House of Assembly - Fifty-Second Parliament, Second Session (52-2)
2013-09-11 Daily Xml

Contents

STATE RECORDS

Mr MARSHALL (Norwood—Leader of the Opposition) (14:35): This is supplementary to that. So, you're saying that, if that is wiped, they would need to get approval from the Director of State Records to destroy those same records?

The Hon. J.R. RAU (Enfield—Deputy Premier, Attorney-General, Minister for Planning, Minister for Industrial Relations, Minister for Business Services and Consumers) (14:36): No, I'm not saying that at all. It basically works like this: under the State Records Act, there are some things which are deemed to be a state record and there are some things that are not. So, that is the first dividing line: is it a state record or is it not? Then, beyond that, if it is a state record, not all state records are required to be held permanently. Some records are required to be held for a short period, and then there are five-year periods and so on. So, there are varying periods of retention required.
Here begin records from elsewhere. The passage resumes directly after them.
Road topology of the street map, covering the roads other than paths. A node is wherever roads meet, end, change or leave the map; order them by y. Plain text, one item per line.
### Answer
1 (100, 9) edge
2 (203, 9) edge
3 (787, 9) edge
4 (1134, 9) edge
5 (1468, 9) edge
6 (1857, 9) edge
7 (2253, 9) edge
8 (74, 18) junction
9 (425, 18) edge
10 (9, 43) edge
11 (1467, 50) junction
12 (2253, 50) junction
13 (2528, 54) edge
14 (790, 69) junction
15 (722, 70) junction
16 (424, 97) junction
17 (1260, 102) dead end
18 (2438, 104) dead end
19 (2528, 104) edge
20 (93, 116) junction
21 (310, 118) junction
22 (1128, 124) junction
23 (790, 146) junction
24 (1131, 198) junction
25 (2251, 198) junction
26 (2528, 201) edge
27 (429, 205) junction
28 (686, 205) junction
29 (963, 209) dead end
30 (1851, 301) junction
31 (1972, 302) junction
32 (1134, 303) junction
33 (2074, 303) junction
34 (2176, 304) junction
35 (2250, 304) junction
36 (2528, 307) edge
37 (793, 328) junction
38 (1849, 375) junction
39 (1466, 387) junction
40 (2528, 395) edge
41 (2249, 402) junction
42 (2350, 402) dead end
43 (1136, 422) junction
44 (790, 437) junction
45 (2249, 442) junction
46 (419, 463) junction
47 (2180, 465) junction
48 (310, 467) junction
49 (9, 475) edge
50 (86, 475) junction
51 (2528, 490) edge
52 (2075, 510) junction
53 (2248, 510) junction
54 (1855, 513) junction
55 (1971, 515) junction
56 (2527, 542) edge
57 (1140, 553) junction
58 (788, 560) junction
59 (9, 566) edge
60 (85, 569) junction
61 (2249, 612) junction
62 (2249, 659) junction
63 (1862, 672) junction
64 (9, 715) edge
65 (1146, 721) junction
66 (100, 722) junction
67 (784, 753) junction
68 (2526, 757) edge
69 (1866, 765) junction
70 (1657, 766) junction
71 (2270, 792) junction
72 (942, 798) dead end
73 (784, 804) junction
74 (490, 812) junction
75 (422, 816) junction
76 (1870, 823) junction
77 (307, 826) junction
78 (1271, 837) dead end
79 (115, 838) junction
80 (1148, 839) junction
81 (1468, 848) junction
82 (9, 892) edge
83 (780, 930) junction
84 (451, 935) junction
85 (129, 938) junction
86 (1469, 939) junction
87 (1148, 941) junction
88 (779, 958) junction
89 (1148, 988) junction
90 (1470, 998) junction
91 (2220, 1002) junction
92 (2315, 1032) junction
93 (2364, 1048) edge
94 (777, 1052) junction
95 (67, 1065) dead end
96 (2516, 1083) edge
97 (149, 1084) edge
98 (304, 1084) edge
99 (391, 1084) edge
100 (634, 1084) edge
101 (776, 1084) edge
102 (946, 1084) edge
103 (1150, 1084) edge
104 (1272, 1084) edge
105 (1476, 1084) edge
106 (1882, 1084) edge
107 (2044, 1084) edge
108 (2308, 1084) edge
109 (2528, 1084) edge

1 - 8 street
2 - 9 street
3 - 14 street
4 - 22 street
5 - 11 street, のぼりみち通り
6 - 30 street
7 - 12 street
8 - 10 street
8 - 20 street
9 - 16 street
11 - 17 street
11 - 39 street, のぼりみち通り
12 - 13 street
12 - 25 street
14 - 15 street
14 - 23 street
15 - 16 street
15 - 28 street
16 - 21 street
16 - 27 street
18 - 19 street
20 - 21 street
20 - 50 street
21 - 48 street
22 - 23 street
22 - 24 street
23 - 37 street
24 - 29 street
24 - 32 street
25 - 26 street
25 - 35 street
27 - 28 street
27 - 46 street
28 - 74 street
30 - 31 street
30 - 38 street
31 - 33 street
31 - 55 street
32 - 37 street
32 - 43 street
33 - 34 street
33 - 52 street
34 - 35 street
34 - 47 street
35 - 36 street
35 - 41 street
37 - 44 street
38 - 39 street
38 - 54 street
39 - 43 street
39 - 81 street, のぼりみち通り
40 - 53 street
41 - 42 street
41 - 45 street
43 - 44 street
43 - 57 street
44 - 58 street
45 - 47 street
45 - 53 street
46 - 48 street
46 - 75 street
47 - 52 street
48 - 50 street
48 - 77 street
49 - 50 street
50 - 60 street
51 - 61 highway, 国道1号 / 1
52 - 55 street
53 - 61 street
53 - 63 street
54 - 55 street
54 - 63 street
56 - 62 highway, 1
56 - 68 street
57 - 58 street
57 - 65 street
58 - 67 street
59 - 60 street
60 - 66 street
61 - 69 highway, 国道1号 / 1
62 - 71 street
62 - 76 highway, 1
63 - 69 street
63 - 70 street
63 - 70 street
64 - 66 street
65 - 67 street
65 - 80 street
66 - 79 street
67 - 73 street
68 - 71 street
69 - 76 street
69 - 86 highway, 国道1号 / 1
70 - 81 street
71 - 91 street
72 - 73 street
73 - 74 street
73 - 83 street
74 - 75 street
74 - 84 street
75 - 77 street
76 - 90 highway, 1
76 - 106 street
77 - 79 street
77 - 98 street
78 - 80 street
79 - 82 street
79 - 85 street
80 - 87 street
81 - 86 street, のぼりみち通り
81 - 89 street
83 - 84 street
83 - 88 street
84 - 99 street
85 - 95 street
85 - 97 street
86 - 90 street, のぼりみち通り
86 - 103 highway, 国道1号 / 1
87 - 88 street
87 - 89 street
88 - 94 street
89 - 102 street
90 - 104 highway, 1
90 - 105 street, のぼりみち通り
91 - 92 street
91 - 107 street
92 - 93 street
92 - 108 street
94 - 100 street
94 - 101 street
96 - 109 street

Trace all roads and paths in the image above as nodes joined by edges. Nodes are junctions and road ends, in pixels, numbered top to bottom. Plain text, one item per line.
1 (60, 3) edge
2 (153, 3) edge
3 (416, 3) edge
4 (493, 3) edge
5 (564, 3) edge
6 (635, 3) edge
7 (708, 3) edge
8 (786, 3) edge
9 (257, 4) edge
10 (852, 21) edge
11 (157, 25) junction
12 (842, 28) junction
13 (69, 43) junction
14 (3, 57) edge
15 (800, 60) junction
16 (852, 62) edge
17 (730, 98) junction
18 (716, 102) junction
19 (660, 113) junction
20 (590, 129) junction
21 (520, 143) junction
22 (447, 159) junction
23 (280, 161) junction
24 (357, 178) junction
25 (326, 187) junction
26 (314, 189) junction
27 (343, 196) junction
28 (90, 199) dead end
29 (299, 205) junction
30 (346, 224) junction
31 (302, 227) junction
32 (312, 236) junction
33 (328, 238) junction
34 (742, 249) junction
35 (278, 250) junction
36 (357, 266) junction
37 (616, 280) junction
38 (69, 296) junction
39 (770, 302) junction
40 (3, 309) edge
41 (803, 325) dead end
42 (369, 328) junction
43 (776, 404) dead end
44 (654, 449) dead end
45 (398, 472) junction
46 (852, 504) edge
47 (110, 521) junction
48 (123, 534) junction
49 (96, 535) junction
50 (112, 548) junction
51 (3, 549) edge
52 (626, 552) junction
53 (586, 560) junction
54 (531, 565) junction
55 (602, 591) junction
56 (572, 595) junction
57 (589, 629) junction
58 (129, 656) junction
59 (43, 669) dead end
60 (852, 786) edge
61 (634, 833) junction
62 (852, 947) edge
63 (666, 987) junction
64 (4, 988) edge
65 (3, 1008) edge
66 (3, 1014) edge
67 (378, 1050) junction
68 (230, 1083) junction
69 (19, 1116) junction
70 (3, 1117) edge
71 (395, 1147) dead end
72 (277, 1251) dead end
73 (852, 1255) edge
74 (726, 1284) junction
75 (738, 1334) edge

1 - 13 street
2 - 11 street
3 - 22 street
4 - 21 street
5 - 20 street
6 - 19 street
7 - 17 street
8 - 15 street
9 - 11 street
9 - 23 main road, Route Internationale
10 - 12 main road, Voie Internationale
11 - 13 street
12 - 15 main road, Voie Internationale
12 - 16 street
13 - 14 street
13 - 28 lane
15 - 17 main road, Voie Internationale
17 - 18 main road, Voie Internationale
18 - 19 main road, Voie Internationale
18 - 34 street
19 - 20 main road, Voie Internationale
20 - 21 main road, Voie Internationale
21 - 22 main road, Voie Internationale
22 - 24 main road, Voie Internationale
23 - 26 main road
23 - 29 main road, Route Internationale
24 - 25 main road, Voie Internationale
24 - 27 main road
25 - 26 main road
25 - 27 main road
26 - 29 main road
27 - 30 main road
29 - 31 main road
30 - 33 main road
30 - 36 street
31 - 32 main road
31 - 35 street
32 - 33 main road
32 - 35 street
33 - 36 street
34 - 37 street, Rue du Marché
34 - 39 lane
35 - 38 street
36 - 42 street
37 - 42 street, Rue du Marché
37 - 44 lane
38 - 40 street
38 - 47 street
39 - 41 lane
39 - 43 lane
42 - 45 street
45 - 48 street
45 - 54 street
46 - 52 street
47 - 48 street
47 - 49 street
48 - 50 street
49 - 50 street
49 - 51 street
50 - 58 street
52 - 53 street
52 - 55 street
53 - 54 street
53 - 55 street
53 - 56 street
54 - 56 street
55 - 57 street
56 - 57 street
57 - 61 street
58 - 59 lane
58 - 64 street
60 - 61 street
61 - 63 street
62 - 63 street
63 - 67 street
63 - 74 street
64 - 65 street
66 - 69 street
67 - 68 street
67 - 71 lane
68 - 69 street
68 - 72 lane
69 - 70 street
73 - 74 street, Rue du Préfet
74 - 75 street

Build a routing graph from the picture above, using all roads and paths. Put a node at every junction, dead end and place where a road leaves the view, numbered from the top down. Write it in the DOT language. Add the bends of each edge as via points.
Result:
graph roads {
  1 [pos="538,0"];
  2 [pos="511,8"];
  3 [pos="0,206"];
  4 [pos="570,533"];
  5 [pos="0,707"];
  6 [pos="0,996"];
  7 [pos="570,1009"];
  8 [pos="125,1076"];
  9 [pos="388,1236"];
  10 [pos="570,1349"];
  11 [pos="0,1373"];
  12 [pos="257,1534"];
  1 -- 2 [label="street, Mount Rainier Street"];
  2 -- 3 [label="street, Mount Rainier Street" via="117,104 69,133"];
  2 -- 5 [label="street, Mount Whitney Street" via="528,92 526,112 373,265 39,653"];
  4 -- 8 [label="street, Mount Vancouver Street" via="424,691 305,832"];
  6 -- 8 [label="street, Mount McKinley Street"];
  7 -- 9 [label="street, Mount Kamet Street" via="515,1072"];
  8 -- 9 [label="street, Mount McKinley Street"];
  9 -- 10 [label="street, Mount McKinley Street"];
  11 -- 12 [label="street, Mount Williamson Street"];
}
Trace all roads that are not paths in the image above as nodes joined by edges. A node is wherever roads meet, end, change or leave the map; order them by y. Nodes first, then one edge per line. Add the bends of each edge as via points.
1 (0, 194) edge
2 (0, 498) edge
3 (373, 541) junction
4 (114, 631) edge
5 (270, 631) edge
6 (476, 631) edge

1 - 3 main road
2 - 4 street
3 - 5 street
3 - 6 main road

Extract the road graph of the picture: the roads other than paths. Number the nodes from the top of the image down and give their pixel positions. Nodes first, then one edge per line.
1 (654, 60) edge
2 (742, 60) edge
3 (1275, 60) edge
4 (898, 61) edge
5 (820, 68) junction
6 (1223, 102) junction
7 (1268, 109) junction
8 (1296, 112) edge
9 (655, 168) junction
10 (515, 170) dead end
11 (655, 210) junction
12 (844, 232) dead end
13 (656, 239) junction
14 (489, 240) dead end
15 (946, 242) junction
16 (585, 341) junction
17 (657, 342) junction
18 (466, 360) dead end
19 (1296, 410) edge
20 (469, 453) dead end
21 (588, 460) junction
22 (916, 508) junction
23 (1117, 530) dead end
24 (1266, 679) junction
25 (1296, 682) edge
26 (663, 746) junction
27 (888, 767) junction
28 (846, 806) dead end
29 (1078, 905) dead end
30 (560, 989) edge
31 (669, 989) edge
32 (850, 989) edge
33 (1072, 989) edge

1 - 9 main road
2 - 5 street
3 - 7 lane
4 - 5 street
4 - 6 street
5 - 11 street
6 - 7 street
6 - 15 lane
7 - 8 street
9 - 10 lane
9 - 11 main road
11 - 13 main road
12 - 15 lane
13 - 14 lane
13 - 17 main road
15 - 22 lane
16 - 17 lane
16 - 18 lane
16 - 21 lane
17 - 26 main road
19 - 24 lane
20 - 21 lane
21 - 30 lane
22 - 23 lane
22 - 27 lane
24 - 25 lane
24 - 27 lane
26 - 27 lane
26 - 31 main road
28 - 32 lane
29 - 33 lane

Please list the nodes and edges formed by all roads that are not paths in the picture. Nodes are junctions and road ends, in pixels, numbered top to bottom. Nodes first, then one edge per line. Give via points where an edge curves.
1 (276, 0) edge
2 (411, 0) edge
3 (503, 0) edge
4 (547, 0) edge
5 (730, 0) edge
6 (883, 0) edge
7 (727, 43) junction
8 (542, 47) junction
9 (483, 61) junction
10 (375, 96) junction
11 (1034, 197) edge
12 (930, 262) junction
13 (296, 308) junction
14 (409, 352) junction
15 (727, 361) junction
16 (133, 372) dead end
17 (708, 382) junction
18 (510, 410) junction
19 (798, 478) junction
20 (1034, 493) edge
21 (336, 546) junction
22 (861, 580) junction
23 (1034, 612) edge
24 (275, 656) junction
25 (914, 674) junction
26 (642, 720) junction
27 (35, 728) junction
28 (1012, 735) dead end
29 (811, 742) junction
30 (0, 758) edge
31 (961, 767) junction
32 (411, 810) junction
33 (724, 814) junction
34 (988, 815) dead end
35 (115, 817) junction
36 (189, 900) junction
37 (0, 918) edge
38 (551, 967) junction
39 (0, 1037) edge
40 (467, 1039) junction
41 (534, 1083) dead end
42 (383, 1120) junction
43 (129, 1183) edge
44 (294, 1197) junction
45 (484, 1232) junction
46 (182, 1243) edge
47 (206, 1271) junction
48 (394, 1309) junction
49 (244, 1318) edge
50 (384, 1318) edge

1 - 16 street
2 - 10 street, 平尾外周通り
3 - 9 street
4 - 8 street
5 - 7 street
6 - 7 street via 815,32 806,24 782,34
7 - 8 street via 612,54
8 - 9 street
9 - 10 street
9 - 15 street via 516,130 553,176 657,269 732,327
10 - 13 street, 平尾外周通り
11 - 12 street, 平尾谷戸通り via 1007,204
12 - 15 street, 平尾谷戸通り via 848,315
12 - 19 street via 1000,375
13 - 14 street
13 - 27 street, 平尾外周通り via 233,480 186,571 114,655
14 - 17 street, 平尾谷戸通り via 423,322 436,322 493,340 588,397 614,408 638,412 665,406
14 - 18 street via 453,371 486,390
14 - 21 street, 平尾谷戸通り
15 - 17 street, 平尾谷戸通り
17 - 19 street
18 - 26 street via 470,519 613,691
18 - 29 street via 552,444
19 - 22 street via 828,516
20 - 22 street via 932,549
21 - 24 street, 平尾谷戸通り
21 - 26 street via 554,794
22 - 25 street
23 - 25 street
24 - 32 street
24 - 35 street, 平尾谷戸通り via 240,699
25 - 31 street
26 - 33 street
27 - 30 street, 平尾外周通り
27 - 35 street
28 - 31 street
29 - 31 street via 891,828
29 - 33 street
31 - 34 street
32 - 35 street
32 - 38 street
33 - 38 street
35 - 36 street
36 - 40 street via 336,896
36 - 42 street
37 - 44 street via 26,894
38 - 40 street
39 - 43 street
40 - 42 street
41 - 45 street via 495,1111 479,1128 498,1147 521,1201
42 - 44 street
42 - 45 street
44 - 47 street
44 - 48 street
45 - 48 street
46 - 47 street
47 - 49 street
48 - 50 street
There is a destruction schedule, which is document 18 (I can't remember the acronym for it, but the leader knows what I am talking about), and that document is a document which is prepared in consultation with the State Records people, and it prescribes the circumstances in which material may be destroyed. Because a machine is wiped does not mean necessarily that the material is destroyed, because the material may be removed from the machine, placed in a storage facility of some description, whether that is hard copy or hard drives, or whatever it might be, and then the destruction of the hard drive occurs. I think that it is important for the parliament to understand: the mere destruction of a memory on a computer does not in and of itself indicate that there has been a destruction of an official record.